If I was going to be the one staying home with our child, there was no way in hell I would be changing and washing cloth diapers. It’s funny how things work out.
We went with a super affordable and popular brand (Alva Baby). Now, some hardcore CD parents call these and similar brands “China cheapies” and consider them to be poor quality. To each their own, but we haven’t had a problem with our Alvas. Our stash is 75% Alva pockets and we haven’t had a single leak or any stink issues with them. Plus, they come in some super cute prints!
We also picked up a few all-in-ones (diapers with fully sewn-in absorbency panels) for convenience and ease of use for babysitters and the nursery workers at our gym and church. At this point, our stash consists of 7 all-in-ones, 15 pockets with microfiber inserts, 4 hybrid shells, and 10 hybrid soaker pads for a total of 32 diaper changes. This allows us to go about 4 to 5 days between washes.
I originally assumed that with cloth diapers you’d want to use a tightly sealed pail to prevent smelliness, but it turns out that’s not the case. Ventilation is key! We have a swing top trash can lined with a waterproof, washable bag and we simply drop the diapers in there when they’re soiled. When it’s time to wash, I pull the bag out and turn the entire thing into the washer, tossing the bag in as well.

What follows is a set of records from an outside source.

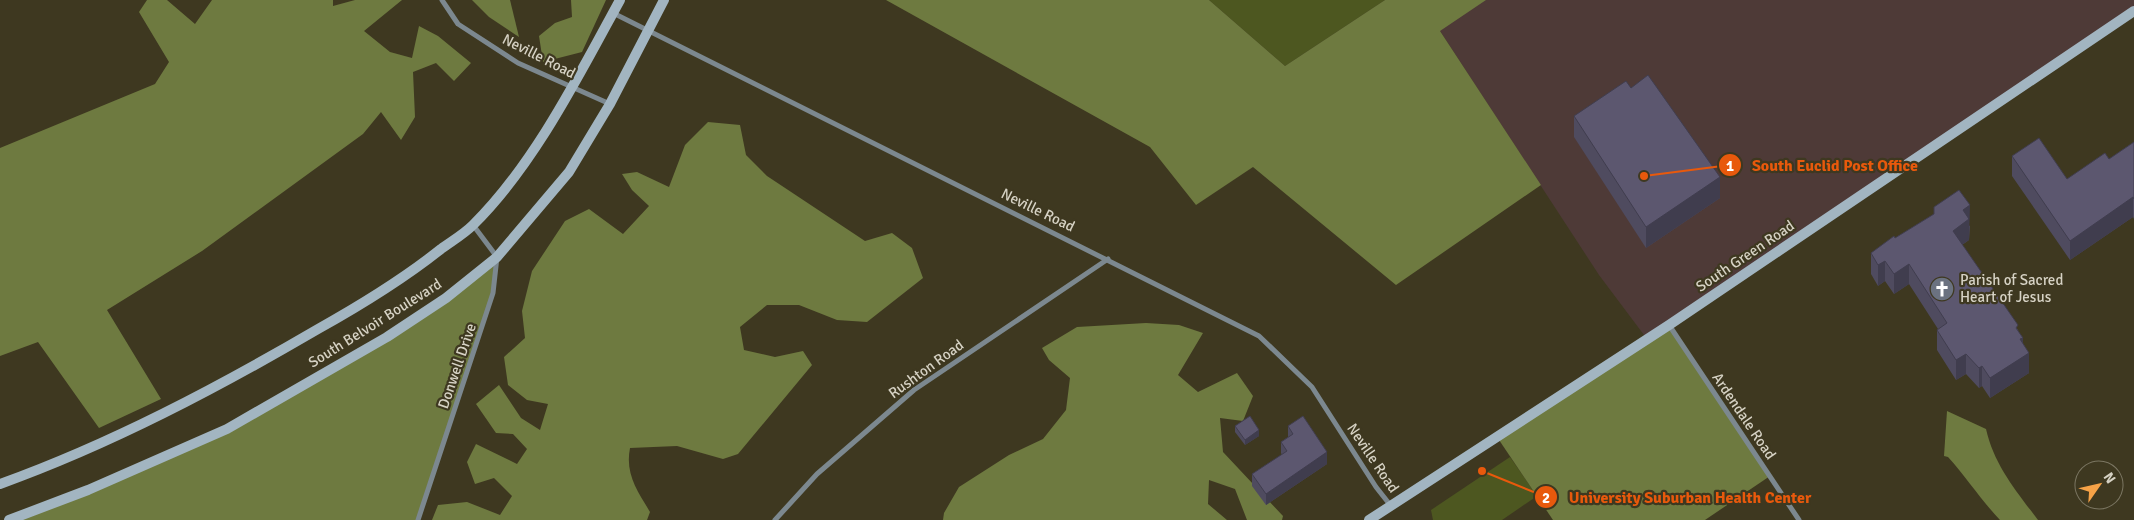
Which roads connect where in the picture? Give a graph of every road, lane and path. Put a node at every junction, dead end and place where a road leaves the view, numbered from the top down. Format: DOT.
graph roads {
  1 [pos="442,0"];
  2 [pos="620,0"];
  3 [pos="664,0"];
  4 [pos="2134,11"];
  5 [pos="613,13"];
  6 [pos="648,31"];
  7 [pos="571,88"];
  8 [pos="610,104"];
  9 [pos="473,225"];
  10 [pos="497,256"];
  11 [pos="1108,259"];
  12 [pos="1669,325"];
  13 [pos="0,484"];
  14 [pos="1391,506"];
  15 [pos="10,520"];
  16 [pos="418,520"];
  17 [pos="775,520"];
  18 [pos="1369,520"];
  19 [pos="1799,520"];
  1 -- 7 [label="street, Neville Road"];
  2 -- 5 [label="street, South Belvoir Boulevard"];
  3 -- 6 [label="street, South Belvoir Boulevard"];
  4 -- 12 [label="street, South Green Road"];
  5 -- 6 [label="street, Neville Road"];
  5 -- 7 [label="street, South Belvoir Boulevard"];
  6 -- 8 [label="street, South Belvoir Boulevard"];
  6 -- 11 [label="street, Neville Road"];
  7 -- 8 [label="street, Neville Road"];
  7 -- 9 [label="street, South Belvoir Boulevard"];
  8 -- 10 [label="street, South Belvoir Boulevard"];
  9 -- 10 [label="street"];
  9 -- 13 [label="street, South Belvoir Boulevard"];
  10 -- 15 [label="street, South Belvoir Boulevard"];
  10 -- 16 [label="street, Donwell Drive"];
  11 -- 14 [label="street, Neville Road"];
  11 -- 17 [label="street, Rushton Road"];
  12 -- 14 [label="street, South Green Road"];
  12 -- 19 [label="street, Ardendale Road"];
  14 -- 18 [label="street, South Green Road"];
}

My wash routine is pretty simple: I do a pre-wash cycle with warm water and a small amount of detergent. After that’s done, I run a heavy duty cycle with hot water and plenty of detergent, plus a little Calgon to soften the water (hard water like we have in New Orleans can result in mineral deposits clinging to your diapers and preventing them from getting clean). I air dry the GroVia hybrid covers, but I toss all the soaker pads as well as the all-in-ones, the pockets, and the microfiber inserts into the dryer on very low heat.
Some people are drawn to cloth diapering for environmental reasons. Naturally, many of them want to use plant-based or “natural” detergents, but that’s a huge mistake. You’re cleaning human waste here, so you’re going to need a legit detergent to do that. Fluffloveuniversity.com is a great online resource and they break down all the pros and cons of dozens of detergent brands (they also have recommended wash routines based on washer brand and model!). We personally use classic Tide powder and it’s been great so far.
Emmett is, thankfully, not a heavy wetter and isn’t prone to quickly flooding a diaper, so the microfiber inserts work well for us right now. We may, as he grows, migrate to adding bamboo or cotton doublers (thin auxiliary inserts) to boost absorbency, but so far so good. At this point, we are down to using just one disposable diaper per day—his overnight diaper. He loathes being changed at night, so we need something that will last a full 11 to 12 hours without leaking. We’re playing around with cloth options but haven’t yet found one that works well and fits our (frankly lazy) cloth diapering style.
As far as the poops go, we caved and got a diaper sprayer. Before a baby begins solids, if they are exclusively breastfed, technically their poop is totally water-soluble and doesn’t need to be cleaned at all before going into the washer. But if you’re like me and not keen on the idea of throwing a poopy diaper directly in your washer, a sprayer is nice to have. We got one from Amazon for $30 and it’s worked perfectly, particularly during this in-between stage where he’s just starting on solids but his colon hasn’t quite figured out how to make adult poops yet.
We even made our own homemade splatter shield (the water stream on a good diaper sprayer is powerful!) from two small trash cans and two plastic clips. We cut the bottom out of one of the trash cans and when we need to spray a diaper, we clip it to the side to secure it and spray away. We then nest that can into the second can (which still has a bottom) to transport it to our diaper pail. No mess, no splatter, no dripping diapers. Easy peasy, lemon squeezy.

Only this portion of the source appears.